■ What is needed
Retype, word for word, each line between the lines holding "Annotation task. Read" and "I am building a map index. Build", inclusive, and leave the rest of the data alone.

[Dataset records — start]

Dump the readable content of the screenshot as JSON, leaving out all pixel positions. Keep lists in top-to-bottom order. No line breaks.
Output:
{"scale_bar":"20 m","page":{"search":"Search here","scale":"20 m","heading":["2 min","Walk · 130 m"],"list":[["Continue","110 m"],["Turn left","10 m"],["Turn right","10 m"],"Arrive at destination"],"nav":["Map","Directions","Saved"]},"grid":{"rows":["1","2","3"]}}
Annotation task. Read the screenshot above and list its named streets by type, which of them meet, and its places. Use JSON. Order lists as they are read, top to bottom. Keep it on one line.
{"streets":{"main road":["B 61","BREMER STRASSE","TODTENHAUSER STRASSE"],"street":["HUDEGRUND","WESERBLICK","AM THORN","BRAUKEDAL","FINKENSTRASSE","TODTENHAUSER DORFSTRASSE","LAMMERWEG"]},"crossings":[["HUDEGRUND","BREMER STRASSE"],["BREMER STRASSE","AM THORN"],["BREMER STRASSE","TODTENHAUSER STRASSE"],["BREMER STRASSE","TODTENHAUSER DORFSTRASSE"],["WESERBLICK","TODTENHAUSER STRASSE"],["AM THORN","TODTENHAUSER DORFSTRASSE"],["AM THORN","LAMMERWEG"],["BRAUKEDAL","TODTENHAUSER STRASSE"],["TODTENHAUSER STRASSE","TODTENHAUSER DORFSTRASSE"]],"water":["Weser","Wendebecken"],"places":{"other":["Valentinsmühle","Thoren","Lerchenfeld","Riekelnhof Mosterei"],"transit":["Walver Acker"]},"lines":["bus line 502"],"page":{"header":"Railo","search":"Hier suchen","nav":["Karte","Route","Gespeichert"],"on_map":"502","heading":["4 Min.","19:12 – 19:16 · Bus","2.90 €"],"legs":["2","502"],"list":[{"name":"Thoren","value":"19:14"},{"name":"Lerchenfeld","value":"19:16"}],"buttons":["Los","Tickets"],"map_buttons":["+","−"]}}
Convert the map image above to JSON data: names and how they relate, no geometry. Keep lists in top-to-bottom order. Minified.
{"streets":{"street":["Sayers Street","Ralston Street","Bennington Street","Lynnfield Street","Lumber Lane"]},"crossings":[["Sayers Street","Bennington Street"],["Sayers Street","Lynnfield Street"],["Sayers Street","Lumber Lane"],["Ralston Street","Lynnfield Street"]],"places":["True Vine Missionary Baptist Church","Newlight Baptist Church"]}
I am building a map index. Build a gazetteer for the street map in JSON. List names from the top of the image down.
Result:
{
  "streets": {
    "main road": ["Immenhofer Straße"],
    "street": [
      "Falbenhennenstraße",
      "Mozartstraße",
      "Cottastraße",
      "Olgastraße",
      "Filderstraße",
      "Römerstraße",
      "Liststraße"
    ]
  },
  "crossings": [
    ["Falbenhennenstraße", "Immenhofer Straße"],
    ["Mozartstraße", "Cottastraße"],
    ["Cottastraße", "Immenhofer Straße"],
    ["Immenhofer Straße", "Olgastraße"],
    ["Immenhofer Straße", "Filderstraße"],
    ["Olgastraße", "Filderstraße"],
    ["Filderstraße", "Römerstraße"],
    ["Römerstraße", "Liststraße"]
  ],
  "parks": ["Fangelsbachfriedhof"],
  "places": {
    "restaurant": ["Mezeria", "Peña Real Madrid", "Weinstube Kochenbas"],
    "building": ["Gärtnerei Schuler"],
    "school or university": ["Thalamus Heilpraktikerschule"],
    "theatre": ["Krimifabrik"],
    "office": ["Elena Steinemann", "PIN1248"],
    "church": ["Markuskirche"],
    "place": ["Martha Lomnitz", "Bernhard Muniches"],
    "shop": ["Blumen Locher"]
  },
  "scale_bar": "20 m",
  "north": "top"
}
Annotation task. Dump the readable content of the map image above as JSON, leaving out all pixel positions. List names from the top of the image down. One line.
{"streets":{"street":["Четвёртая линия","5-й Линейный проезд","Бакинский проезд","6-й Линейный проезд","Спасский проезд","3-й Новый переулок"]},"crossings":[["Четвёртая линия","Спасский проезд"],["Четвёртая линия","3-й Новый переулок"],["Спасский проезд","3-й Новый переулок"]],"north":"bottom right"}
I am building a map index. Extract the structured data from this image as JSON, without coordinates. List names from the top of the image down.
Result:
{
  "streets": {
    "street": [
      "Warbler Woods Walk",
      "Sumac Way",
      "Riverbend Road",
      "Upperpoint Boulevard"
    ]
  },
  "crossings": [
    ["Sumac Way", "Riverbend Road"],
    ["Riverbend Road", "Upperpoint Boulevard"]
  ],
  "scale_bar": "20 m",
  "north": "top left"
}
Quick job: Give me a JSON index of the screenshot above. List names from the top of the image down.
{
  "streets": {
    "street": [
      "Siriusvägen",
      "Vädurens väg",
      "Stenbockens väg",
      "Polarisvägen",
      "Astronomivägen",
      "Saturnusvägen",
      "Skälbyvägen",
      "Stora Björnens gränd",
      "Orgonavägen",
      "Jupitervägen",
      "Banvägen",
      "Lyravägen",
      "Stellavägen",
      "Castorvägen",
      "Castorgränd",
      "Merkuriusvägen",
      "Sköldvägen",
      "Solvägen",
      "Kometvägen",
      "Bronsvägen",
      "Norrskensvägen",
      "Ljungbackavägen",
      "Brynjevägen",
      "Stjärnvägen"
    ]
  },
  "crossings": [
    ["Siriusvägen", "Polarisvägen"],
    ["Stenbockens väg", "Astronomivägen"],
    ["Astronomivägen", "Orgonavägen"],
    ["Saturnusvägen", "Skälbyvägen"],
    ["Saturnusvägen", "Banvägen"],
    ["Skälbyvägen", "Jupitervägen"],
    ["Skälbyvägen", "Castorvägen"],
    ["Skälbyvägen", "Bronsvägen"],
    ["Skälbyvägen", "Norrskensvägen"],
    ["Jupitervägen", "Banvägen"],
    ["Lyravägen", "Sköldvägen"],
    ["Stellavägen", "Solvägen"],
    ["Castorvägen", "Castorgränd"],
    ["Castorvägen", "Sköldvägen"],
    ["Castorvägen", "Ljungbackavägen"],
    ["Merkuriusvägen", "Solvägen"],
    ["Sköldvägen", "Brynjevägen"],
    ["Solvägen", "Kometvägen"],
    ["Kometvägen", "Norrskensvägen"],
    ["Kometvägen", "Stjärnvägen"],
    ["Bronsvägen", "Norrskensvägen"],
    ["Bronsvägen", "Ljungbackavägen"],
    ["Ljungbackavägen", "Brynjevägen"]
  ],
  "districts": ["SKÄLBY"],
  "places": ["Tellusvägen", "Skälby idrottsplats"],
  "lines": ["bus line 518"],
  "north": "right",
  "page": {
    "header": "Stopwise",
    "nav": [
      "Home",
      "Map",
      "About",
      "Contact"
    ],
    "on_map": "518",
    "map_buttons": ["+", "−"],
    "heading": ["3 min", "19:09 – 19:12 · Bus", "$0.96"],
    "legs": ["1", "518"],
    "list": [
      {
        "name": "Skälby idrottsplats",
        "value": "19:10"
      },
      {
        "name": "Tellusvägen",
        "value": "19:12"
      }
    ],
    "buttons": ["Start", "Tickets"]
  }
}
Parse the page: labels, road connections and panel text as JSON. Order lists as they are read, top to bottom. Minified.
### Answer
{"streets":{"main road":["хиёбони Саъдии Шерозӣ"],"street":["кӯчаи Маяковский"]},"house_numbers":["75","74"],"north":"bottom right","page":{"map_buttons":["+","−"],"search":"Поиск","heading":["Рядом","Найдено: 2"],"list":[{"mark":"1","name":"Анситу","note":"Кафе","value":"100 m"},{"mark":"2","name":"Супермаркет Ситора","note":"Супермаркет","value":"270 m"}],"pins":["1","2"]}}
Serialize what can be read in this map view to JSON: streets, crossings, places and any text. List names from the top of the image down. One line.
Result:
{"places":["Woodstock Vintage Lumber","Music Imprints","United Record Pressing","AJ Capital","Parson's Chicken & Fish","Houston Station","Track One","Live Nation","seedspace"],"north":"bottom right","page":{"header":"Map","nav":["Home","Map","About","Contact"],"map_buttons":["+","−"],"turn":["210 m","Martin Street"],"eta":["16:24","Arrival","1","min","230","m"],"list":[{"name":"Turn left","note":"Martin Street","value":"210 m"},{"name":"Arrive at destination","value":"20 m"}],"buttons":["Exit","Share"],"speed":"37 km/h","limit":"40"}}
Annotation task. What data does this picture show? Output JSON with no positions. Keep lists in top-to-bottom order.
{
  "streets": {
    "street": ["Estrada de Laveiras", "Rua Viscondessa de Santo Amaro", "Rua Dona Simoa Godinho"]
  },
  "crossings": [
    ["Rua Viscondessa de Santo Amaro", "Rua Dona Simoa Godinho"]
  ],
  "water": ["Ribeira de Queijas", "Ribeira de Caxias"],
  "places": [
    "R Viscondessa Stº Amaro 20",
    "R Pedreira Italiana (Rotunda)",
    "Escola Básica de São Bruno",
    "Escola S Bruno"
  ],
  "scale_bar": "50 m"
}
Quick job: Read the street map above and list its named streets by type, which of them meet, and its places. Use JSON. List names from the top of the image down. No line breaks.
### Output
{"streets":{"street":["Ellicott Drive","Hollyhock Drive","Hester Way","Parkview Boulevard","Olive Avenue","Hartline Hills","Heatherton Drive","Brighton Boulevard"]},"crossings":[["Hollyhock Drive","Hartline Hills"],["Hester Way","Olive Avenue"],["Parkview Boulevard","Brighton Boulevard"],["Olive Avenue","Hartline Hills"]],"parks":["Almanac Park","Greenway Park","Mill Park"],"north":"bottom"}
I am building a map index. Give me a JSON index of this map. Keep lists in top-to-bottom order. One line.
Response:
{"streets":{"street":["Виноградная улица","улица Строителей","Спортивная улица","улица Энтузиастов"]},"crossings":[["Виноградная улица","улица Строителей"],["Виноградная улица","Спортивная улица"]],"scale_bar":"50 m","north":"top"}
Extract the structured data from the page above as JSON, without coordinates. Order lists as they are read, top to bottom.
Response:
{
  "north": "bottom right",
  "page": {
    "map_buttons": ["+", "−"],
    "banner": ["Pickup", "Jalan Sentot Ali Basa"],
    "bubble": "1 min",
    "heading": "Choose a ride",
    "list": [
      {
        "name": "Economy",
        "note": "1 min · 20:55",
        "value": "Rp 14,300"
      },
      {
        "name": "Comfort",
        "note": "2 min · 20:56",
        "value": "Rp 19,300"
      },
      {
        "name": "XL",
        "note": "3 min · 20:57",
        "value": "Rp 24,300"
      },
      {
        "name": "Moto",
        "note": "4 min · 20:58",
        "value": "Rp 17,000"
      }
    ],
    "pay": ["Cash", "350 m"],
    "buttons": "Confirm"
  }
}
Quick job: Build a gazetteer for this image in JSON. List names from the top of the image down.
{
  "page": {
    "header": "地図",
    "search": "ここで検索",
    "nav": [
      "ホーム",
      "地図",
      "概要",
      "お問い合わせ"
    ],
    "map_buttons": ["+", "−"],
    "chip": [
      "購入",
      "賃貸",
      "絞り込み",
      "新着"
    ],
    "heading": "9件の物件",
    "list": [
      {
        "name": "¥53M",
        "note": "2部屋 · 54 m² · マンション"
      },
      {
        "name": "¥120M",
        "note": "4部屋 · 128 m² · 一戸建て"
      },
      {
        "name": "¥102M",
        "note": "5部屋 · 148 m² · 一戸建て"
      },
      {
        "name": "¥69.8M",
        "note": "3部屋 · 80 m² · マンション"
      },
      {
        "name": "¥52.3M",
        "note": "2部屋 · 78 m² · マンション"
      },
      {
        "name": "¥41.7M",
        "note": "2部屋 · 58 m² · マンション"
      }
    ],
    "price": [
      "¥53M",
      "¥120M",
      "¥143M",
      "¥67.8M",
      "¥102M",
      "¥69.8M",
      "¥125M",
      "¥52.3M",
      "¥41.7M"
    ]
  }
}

[Dataset records — finish]

■ Expected output
Annotation task. Read the screenshot above and list its named streets by type, which of them meet, and its places. Use JSON. Order lists as they are read, top to bottom. Keep it on one line.
{"streets":{"main road":["B 61","BREMER STRASSE","TODTENHAUSER STRASSE"],"street":["HUDEGRUND","WESERBLICK","AM THORN","BRAUKEDAL","FINKENSTRASSE","TODTENHAUSER DORFSTRASSE","LAMMERWEG"]},"crossings":[["HUDEGRUND","BREMER STRASSE"],["BREMER STRASSE","AM THORN"],["BREMER STRASSE","TODTENHAUSER STRASSE"],["BREMER STRASSE","TODTENHAUSER DORFSTRASSE"],["WESERBLICK","TODTENHAUSER STRASSE"],["AM THORN","TODTENHAUSER DORFSTRASSE"],["AM THORN","LAMMERWEG"],["BRAUKEDAL","TODTENHAUSER STRASSE"],["TODTENHAUSER STRASSE","TODTENHAUSER DORFSTRASSE"]],"water":["Weser","Wendebecken"],"places":{"other":["Valentinsmühle","Thoren","Lerchenfeld","Riekelnhof Mosterei"],"transit":["Walver Acker"]},"lines":["bus line 502"],"page":{"header":"Railo","search":"Hier suchen","nav":["Karte","Route","Gespeichert"],"on_map":"502","heading":["4 Min.","19:12 – 19:16 · Bus","2.90 €"],"legs":["2","502"],"list":[{"name":"Thoren","value":"19:14"},{"name":"Lerchenfeld","value":"19:16"}],"buttons":["Los","Tickets"],"map_buttons":["+","−"]}}
Convert the map image above to JSON data: names and how they relate, no geometry. Keep lists in top-to-bottom order. Minified.
{"streets":{"street":["Sayers Street","Ralston Street","Bennington Street","Lynnfield Street","Lumber Lane"]},"crossings":[["Sayers Street","Bennington Street"],["Sayers Street","Lynnfield Street"],["Sayers Street","Lumber Lane"],["Ralston Street","Lynnfield Street"]],"places":["True Vine Missionary Baptist Church","Newlight Baptist Church"]}
I am building a map index. Build a gazetteer for the street map in JSON. List names from the top of the image down.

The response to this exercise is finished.